Modeling cardiac electrophysiology and pharmacology in health and disease
Tuesday, June 15 at 11:30am (PDT)Tuesday, June 15 at 07:30pm (BST)Wednesday, June 16 03:30am (KST)
Seth Weinberg (The Ohio State University, United States) & Eleonora Grandi (UC Davis, United States)
Computational models of cardiac electrophysiology have progressed rapidly in recent years and yielded a vast body of knowledge regarding normal heart physiology and disease mechanisms that would be inimaginable with experimental approaches alone. Models have been successfully applied to understand the mechanisms of cardiac rhythm dysregulation, inform therapeutic anti-arrhythmic strategies, and utilized in defining new predictive paradigms for cardiac safety. These frameworks have become increasingly complex and detailed, e.g., to account for various interacting cell functions and regulation (e.g., by the autonomic nervous system) in (patho)physiological states, and to capture the spatial and temporal details of intracellular and inter-cellular signaling.

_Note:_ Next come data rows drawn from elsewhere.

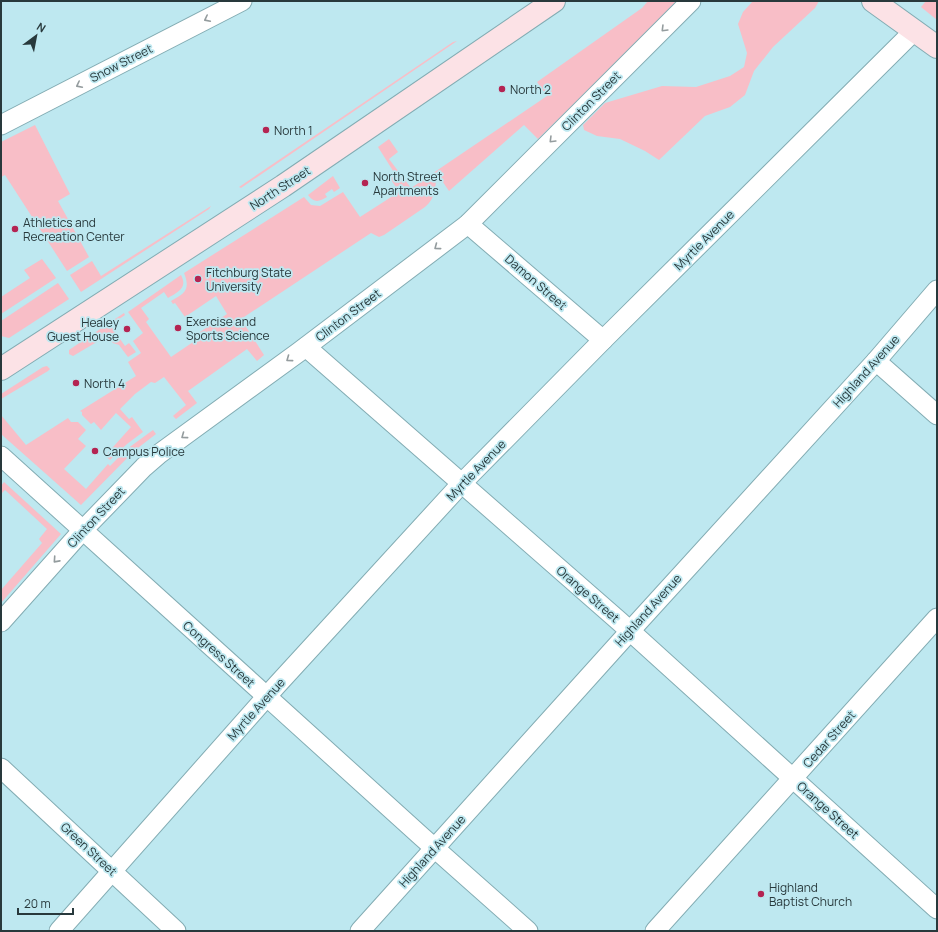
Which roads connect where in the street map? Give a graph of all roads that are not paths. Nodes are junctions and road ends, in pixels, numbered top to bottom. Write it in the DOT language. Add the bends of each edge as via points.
graph roads {
  1 [pos="242,1"];
  2 [pos="691,1"];
  3 [pos="873,1"];
  4 [pos="545,5"];
  5 [pos="915,30"];
  6 [pos="937,47"];
  7 [pos="1,125"];
  8 [pos="468,224"];
  9 [pos="937,290"];
  10 [pos="603,340"];
  11 [pos="306,347"];
  12 [pos="876,361"];
  13 [pos="1,369"];
  14 [pos="937,415"];
  15 [pos="1,456"];
  16 [pos="462,483"];
  17 [pos="82,531"];
  18 [pos="937,618"];
  19 [pos="1,622"];
  20 [pos="630,631"];
  21 [pos="266,697"];
  22 [pos="2,772"];
  23 [pos="793,778"];
  24 [pos="435,848"];
  25 [pos="113,871"];
  26 [pos="937,910"];
  27 [pos="59,931"];
  28 [pos="176,931"];
  29 [pos="360,931"];
  30 [pos="528,931"];
  31 [pos="655,931"];
  1 -- 7 [label="street, Snow Street, one-way"];
  2 -- 8 [label="street, Clinton Street, one-way"];
  3 -- 5 [label="street"];
  4 -- 13 [label="street, North Street" via="283,186"];
  5 -- 6 [label="street"];
  5 -- 10 [label="street, Myrtle Avenue"];
  8 -- 10 [label="street, Damon Street"];
  8 -- 11 [label="street, Clinton Street, one-way"];
  9 -- 12 [label="street, Highland Avenue"];
  10 -- 16 [label="street, Myrtle Avenue"];
  11 -- 16 [label="street, Orange Street"];
  11 -- 17 [label="street, Clinton Street, one-way" via="159,454"];
  12 -- 14 [label="street"];
  12 -- 20 [label="street, Highland Avenue"];
  15 -- 17 [label="street, Congress Street"];
  16 -- 20 [label="street, Orange Street"];
  16 -- 21 [label="street, Myrtle Avenue"];
  17 -- 19 [label="street, Clinton Street, one-way"];
  17 -- 21 [label="street, Congress Street"];
  18 -- 23 [label="street, Cedar Street"];
  20 -- 23 [label="street, Orange Street"];
  20 -- 24 [label="street, Highland Avenue"];
  21 -- 24 [label="street, Congress Street"];
  21 -- 25 [label="street, Myrtle Avenue"];
  22 -- 25 [label="street, Green Street"];
  23 -- 26 [label="street, Orange Street"];
  23 -- 31 [label="street, Cedar Street"];
  24 -- 29 [label="street, Highland Avenue"];
  24 -- 30 [label="street, Congress Street"];
  25 -- 27 [label="street, Myrtle Avenue"];
  25 -- 28 [label="street, Green Street"];
}
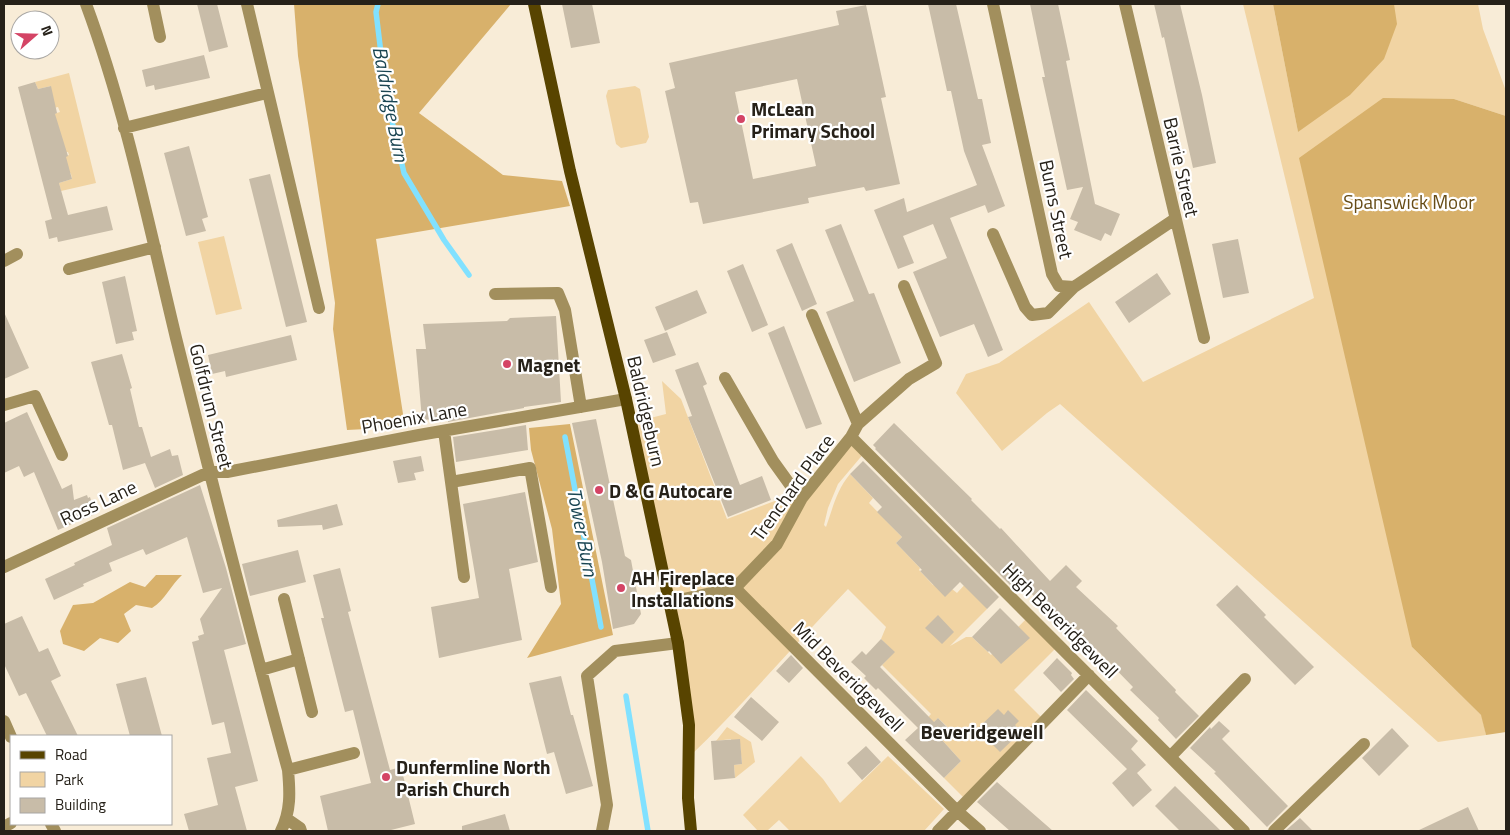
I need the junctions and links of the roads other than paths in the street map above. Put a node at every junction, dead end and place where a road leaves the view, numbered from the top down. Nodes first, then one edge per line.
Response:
1 (86, 4) edge
2 (153, 4) edge
3 (248, 4) edge
4 (534, 4) edge
5 (993, 4) edge
6 (1125, 4) edge
7 (160, 37) dead end
8 (267, 93) junction
9 (124, 128) junction
10 (1175, 219) junction
11 (993, 234) dead end
12 (155, 248) junction
13 (17, 254) dead end
14 (4, 260) edge
15 (70, 269) dead end
16 (904, 286) dead end
17 (1074, 287) junction
18 (495, 294) dead end
19 (318, 308) dead end
20 (812, 315) dead end
21 (1204, 338) dead end
22 (725, 378) dead end
23 (626, 399) junction
24 (4, 405) edge
25 (581, 407) junction
26 (858, 424) junction
27 (444, 431) junction
28 (851, 437) junction
29 (62, 455) dead end
30 (209, 472) junction
31 (451, 482) junction
32 (802, 498) junction
33 (4, 567) edge
34 (464, 577) dead end
35 (552, 587) dead end
36 (735, 588) junction
37 (284, 599) dead end
38 (669, 602) junction
39 (678, 643) junction
40 (299, 659) junction
41 (261, 670) junction
42 (1089, 675) junction
43 (1246, 679) dead end
44 (312, 712) dead end
45 (4, 722) edge
46 (10, 735) edge
47 (1364, 744) dead end
48 (354, 753) dead end
49 (1170, 756) junction
50 (288, 770) junction
51 (956, 810) junction
52 (287, 818) junction
53 (281, 831) edge
54 (301, 831) edge
55 (602, 831) edge
56 (691, 831) edge
57 (938, 831) edge
58 (980, 831) edge
59 (1244, 831) edge
60 (1274, 831) edge

1 - 9 street, Golfdrum Street
2 - 7 street
3 - 8 street
4 - 23 main road, Baldridgeburn
5 - 17 street, Burns Street
6 - 10 street, Barrie Street
8 - 9 street
8 - 19 street
9 - 12 street, Golfdrum Street
10 - 17 street, Burns Street
10 - 21 street, Barrie Street
11 - 17 street
12 - 15 street
12 - 30 street, Golfdrum Street
13 - 14 street
16 - 26 street, Trenchard Place
18 - 25 street
20 - 26 street
22 - 32 street
23 - 25 street, Phoenix Lane
23 - 38 main road, Baldridgeburn
24 - 29 street
25 - 27 street, Phoenix Lane
26 - 28 street, Trenchard Place
27 - 30 street, Phoenix Lane
27 - 31 street
28 - 32 street, Trenchard Place
28 - 42 street, High Beveridgewell
30 - 33 street, Ross Lane
30 - 41 street, Golfdrum Street
31 - 34 street
31 - 35 street
32 - 36 street, Trenchard Place
36 - 38 street
36 - 51 street, Mid Beveridgewell
37 - 40 street
38 - 39 main road, Baldridgeburn
39 - 55 street
39 - 56 main road, Baldridgeburn
40 - 41 street
40 - 44 street
41 - 50 street, Golfdrum Street
42 - 49 street, High Beveridgewell
42 - 51 street
43 - 49 street
45 - 46 street
47 - 60 street
48 - 50 street
49 - 59 street, High Beveridgewell
50 - 52 street, Golfdrum Street
51 - 57 street
51 - 58 street, Mid Beveridgewell
52 - 53 street, Golfdrum Street
52 - 54 street

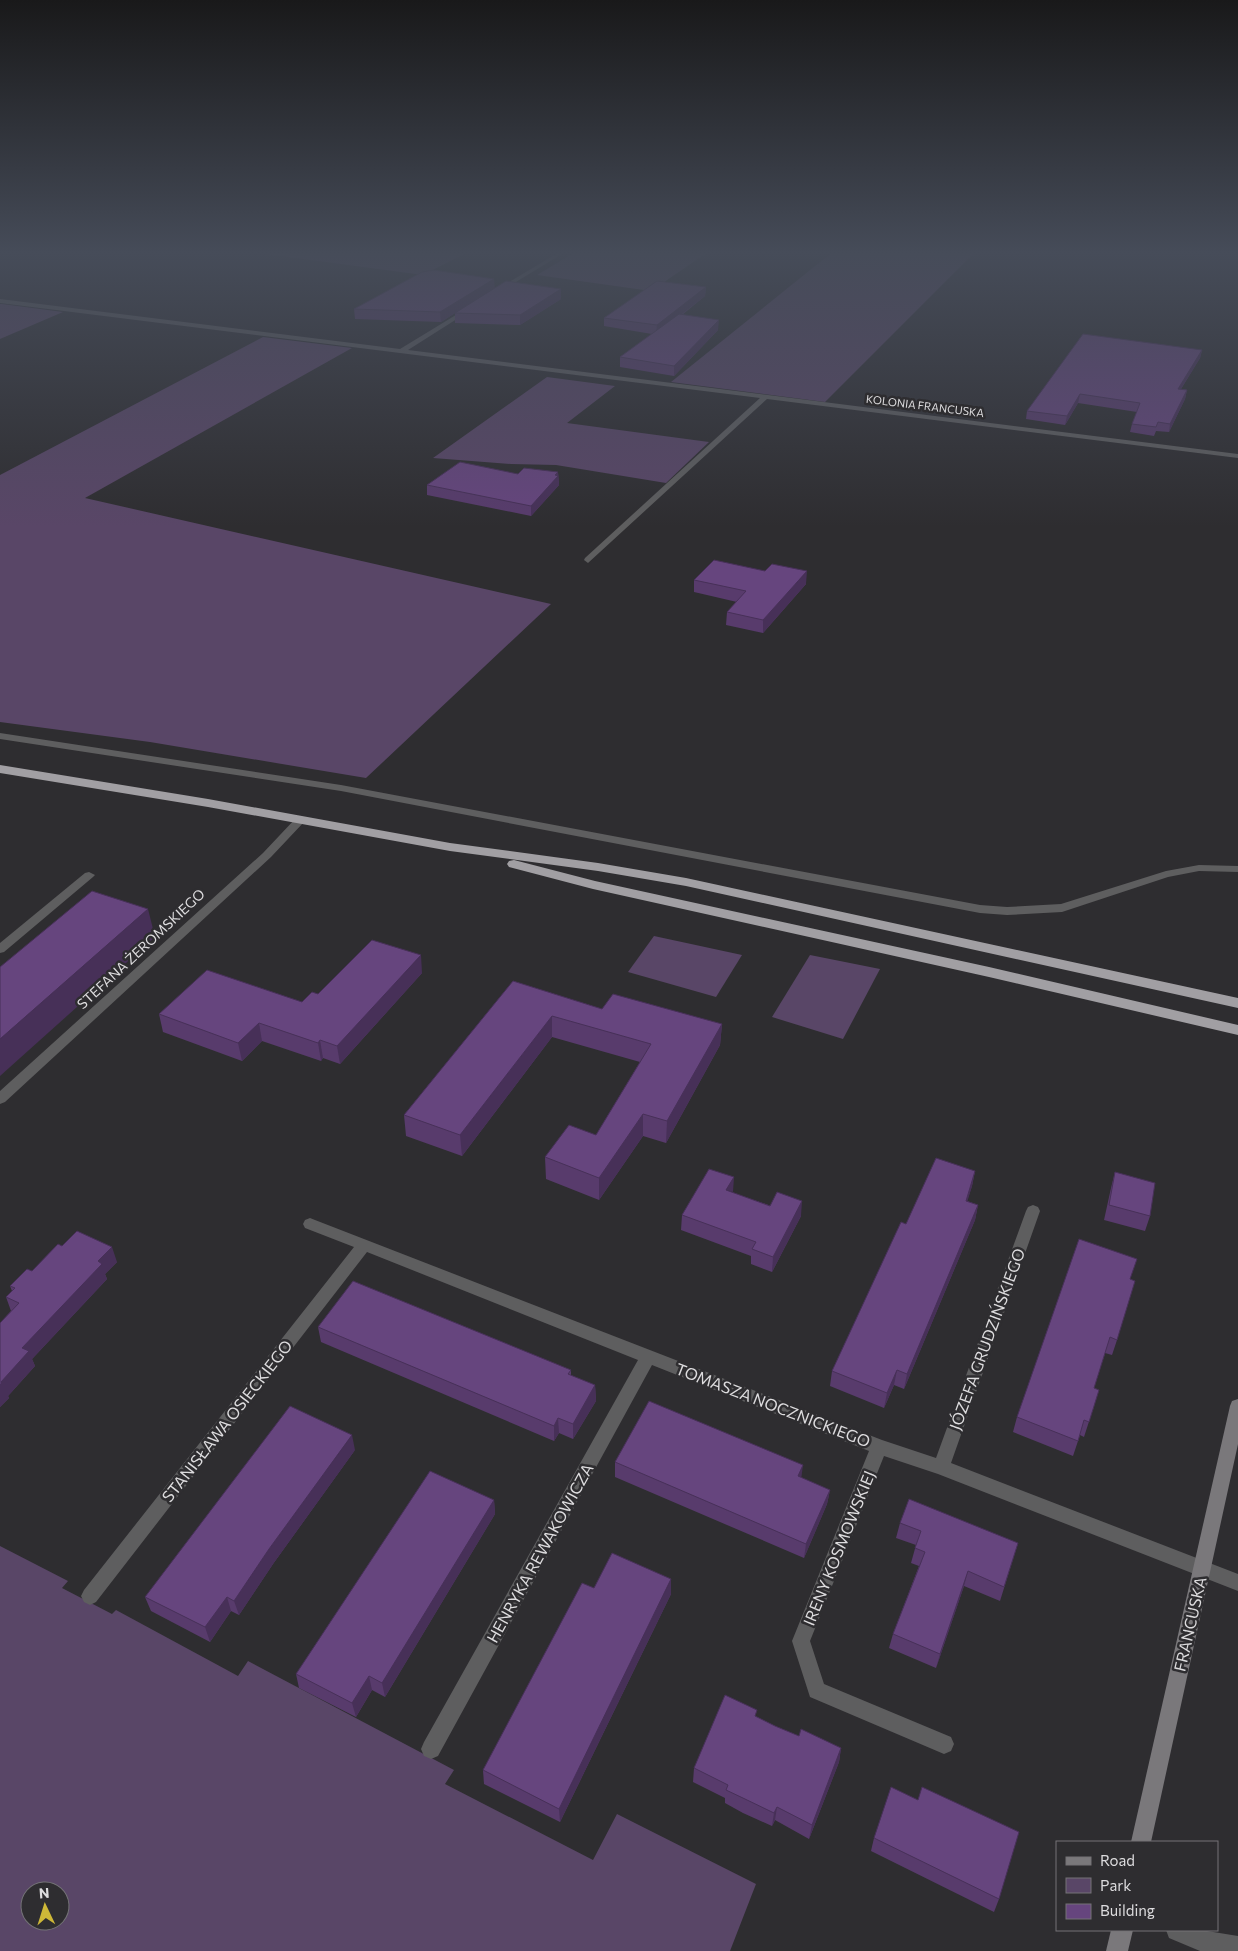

Although models are generally simplified and computational approaches are not yet truly multiscale with respect to pharmacology, we will present initial efforts to model molecular details of drug-ion channel interaction. While pharmacology applications are still relatively distant from the ultimate goal of model-based personalized treatment, we will discuss novel approaches that use models as a foundation for developing general rules about the interaction of pharmacologic targeting with cardiac dynamic substrate and provide an important intermediate step to the preclinical and clinical pipelines.